Your objective → Once the records have been read, set every one down as it stands.

Dataset extract →
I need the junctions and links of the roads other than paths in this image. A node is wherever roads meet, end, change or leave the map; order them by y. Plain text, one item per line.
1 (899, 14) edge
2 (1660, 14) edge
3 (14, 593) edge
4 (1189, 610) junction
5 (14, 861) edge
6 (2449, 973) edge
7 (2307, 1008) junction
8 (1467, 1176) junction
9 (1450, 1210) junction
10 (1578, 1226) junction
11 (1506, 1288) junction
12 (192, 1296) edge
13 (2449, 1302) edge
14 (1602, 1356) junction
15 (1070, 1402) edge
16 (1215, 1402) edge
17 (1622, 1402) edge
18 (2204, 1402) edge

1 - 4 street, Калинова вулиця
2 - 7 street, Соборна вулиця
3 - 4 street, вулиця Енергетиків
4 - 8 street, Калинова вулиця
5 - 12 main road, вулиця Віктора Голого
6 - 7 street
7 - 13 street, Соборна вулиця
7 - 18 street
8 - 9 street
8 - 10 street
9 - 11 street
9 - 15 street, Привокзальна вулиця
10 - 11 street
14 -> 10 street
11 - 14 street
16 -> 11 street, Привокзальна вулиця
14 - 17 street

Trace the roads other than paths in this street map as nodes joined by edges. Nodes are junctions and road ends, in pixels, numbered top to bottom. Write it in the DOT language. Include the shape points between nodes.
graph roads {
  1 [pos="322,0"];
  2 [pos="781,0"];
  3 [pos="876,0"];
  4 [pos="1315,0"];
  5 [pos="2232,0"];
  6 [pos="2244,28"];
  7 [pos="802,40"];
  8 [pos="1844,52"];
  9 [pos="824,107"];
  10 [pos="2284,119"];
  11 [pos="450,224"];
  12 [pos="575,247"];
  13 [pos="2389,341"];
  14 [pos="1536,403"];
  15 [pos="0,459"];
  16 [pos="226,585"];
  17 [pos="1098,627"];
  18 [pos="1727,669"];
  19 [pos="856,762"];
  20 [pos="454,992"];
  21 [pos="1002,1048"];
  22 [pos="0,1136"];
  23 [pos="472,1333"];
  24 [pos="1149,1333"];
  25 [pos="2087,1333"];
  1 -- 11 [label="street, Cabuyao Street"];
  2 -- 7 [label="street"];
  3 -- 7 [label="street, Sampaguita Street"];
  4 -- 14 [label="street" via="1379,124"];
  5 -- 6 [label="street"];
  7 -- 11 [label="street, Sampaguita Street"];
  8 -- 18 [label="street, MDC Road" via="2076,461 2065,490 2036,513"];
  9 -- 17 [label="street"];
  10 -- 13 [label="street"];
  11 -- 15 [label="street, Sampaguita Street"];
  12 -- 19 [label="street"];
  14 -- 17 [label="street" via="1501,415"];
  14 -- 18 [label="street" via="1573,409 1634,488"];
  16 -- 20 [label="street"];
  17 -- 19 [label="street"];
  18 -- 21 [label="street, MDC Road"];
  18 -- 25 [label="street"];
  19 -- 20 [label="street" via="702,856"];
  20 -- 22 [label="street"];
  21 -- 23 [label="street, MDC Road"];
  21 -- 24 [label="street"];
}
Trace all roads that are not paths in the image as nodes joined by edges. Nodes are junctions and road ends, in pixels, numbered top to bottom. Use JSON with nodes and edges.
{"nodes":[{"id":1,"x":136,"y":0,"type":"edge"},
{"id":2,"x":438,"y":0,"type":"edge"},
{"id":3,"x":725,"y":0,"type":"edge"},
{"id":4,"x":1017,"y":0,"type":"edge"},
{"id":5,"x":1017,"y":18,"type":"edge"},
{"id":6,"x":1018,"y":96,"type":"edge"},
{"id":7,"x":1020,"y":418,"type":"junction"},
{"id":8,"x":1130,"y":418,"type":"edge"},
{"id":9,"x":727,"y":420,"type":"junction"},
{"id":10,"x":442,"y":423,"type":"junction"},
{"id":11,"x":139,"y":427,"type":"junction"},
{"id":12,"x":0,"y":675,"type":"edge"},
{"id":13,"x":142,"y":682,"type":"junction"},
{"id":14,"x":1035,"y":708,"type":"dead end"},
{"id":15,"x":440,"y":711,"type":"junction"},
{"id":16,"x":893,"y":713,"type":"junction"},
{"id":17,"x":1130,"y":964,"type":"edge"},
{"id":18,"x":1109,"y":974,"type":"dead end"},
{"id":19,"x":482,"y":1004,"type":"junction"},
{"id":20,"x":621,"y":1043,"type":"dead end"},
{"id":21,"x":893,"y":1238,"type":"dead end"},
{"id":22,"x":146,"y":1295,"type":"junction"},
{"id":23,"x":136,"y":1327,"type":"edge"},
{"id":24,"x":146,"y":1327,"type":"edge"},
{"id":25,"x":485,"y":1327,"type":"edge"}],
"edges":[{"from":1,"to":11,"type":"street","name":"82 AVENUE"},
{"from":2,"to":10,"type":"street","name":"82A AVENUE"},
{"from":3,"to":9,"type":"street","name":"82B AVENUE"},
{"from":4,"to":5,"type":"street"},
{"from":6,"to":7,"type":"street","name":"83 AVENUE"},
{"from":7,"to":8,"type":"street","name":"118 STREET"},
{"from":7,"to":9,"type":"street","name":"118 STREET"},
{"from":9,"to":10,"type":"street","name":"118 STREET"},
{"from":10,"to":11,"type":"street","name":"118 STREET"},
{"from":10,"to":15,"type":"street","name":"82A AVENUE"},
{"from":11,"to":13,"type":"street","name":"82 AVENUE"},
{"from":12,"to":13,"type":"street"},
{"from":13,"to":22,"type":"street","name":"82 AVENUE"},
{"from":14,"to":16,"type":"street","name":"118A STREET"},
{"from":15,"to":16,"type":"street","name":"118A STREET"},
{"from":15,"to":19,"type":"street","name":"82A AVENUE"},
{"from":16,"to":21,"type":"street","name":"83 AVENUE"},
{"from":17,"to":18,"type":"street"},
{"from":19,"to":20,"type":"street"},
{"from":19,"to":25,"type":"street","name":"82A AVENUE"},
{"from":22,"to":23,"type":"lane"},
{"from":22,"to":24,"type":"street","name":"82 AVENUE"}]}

The answer →
I need the junctions and links of the roads other than paths in this image. A node is wherever roads meet, end, change or leave the map; order them by y. Plain text, one item per line.
1 (899, 14) edge
2 (1660, 14) edge
3 (14, 593) edge
4 (1189, 610) junction
5 (14, 861) edge
6 (2449, 973) edge
7 (2307, 1008) junction
8 (1467, 1176) junction
9 (1450, 1210) junction
10 (1578, 1226) junction
11 (1506, 1288) junction
12 (192, 1296) edge
13 (2449, 1302) edge
14 (1602, 1356) junction
15 (1070, 1402) edge
16 (1215, 1402) edge
17 (1622, 1402) edge
18 (2204, 1402) edge

1 - 4 street, Калинова вулиця
2 - 7 street, Соборна вулиця
3 - 4 street, вулиця Енергетиків
4 - 8 street, Калинова вулиця
5 - 12 main road, вулиця Віктора Голого
6 - 7 street
7 - 13 street, Соборна вулиця
7 - 18 street
8 - 9 street
8 - 10 street
9 - 11 street
9 - 15 street, Привокзальна вулиця
10 - 11 street
14 -> 10 street
11 - 14 street
16 -> 11 street, Привокзальна вулиця
14 - 17 street

Trace the roads other than paths in this street map as nodes joined by edges. Nodes are junctions and road ends, in pixels, numbered top to bottom. Write it in the DOT language. Include the shape points between nodes.
graph roads {
  1 [pos="322,0"];
  2 [pos="781,0"];
  3 [pos="876,0"];
  4 [pos="1315,0"];
  5 [pos="2232,0"];
  6 [pos="2244,28"];
  7 [pos="802,40"];
  8 [pos="1844,52"];
  9 [pos="824,107"];
  10 [pos="2284,119"];
  11 [pos="450,224"];
  12 [pos="575,247"];
  13 [pos="2389,341"];
  14 [pos="1536,403"];
  15 [pos="0,459"];
  16 [pos="226,585"];
  17 [pos="1098,627"];
  18 [pos="1727,669"];
  19 [pos="856,762"];
  20 [pos="454,992"];
  21 [pos="1002,1048"];
  22 [pos="0,1136"];
  23 [pos="472,1333"];
  24 [pos="1149,1333"];
  25 [pos="2087,1333"];
  1 -- 11 [label="street, Cabuyao Street"];
  2 -- 7 [label="street"];
  3 -- 7 [label="street, Sampaguita Street"];
  4 -- 14 [label="street" via="1379,124"];
  5 -- 6 [label="street"];
  7 -- 11 [label="street, Sampaguita Street"];
  8 -- 18 [label="street, MDC Road" via="2076,461 2065,490 2036,513"];
  9 -- 17 [label="street"];
  10 -- 13 [label="street"];
  11 -- 15 [label="street, Sampaguita Street"];
  12 -- 19 [label="street"];
  14 -- 17 [label="street" via="1501,415"];
  14 -- 18 [label="street" via="1573,409 1634,488"];
  16 -- 20 [label="street"];
  17 -- 19 [label="street"];
  18 -- 21 [label="street, MDC Road"];
  18 -- 25 [label="street"];
  19 -- 20 [label="street" via="702,856"];
  20 -- 22 [label="street"];
  21 -- 23 [label="street, MDC Road"];
  21 -- 24 [label="street"];
}
Trace all roads that are not paths in the image as nodes joined by edges. Nodes are junctions and road ends, in pixels, numbered top to bottom. Use JSON with nodes and edges.
{"nodes":[{"id":1,"x":136,"y":0,"type":"edge"},
{"id":2,"x":438,"y":0,"type":"edge"},
{"id":3,"x":725,"y":0,"type":"edge"},
{"id":4,"x":1017,"y":0,"type":"edge"},
{"id":5,"x":1017,"y":18,"type":"edge"},
{"id":6,"x":1018,"y":96,"type":"edge"},
{"id":7,"x":1020,"y":418,"type":"junction"},
{"id":8,"x":1130,"y":418,"type":"edge"},
{"id":9,"x":727,"y":420,"type":"junction"},
{"id":10,"x":442,"y":423,"type":"junction"},
{"id":11,"x":139,"y":427,"type":"junction"},
{"id":12,"x":0,"y":675,"type":"edge"},
{"id":13,"x":142,"y":682,"type":"junction"},
{"id":14,"x":1035,"y":708,"type":"dead end"},
{"id":15,"x":440,"y":711,"type":"junction"},
{"id":16,"x":893,"y":713,"type":"junction"},
{"id":17,"x":1130,"y":964,"type":"edge"},
{"id":18,"x":1109,"y":974,"type":"dead end"},
{"id":19,"x":482,"y":1004,"type":"junction"},
{"id":20,"x":621,"y":1043,"type":"dead end"},
{"id":21,"x":893,"y":1238,"type":"dead end"},
{"id":22,"x":146,"y":1295,"type":"junction"},
{"id":23,"x":136,"y":1327,"type":"edge"},
{"id":24,"x":146,"y":1327,"type":"edge"},
{"id":25,"x":485,"y":1327,"type":"edge"}],
"edges":[{"from":1,"to":11,"type":"street","name":"82 AVENUE"},
{"from":2,"to":10,"type":"street","name":"82A AVENUE"},
{"from":3,"to":9,"type":"street","name":"82B AVENUE"},
{"from":4,"to":5,"type":"street"},
{"from":6,"to":7,"type":"street","name":"83 AVENUE"},
{"from":7,"to":8,"type":"street","name":"118 STREET"},
{"from":7,"to":9,"type":"street","name":"118 STREET"},
{"from":9,"to":10,"type":"street","name":"118 STREET"},
{"from":10,"to":11,"type":"street","name":"118 STREET"},
{"from":10,"to":15,"type":"street","name":"82A AVENUE"},
{"from":11,"to":13,"type":"street","name":"82 AVENUE"},
{"from":12,"to":13,"type":"street"},
{"from":13,"to":22,"type":"street","name":"82 AVENUE"},
{"from":14,"to":16,"type":"street","name":"118A STREET"},
{"from":15,"to":16,"type":"street","name":"118A STREET"},
{"from":15,"to":19,"type":"street","name":"82A AVENUE"},
{"from":16,"to":21,"type":"street","name":"83 AVENUE"},
{"from":17,"to":18,"type":"street"},
{"from":19,"to":20,"type":"street"},
{"from":19,"to":25,"type":"street","name":"82A AVENUE"},
{"from":22,"to":23,"type":"lane"},
{"from":22,"to":24,"type":"street","name":"82 AVENUE"}]}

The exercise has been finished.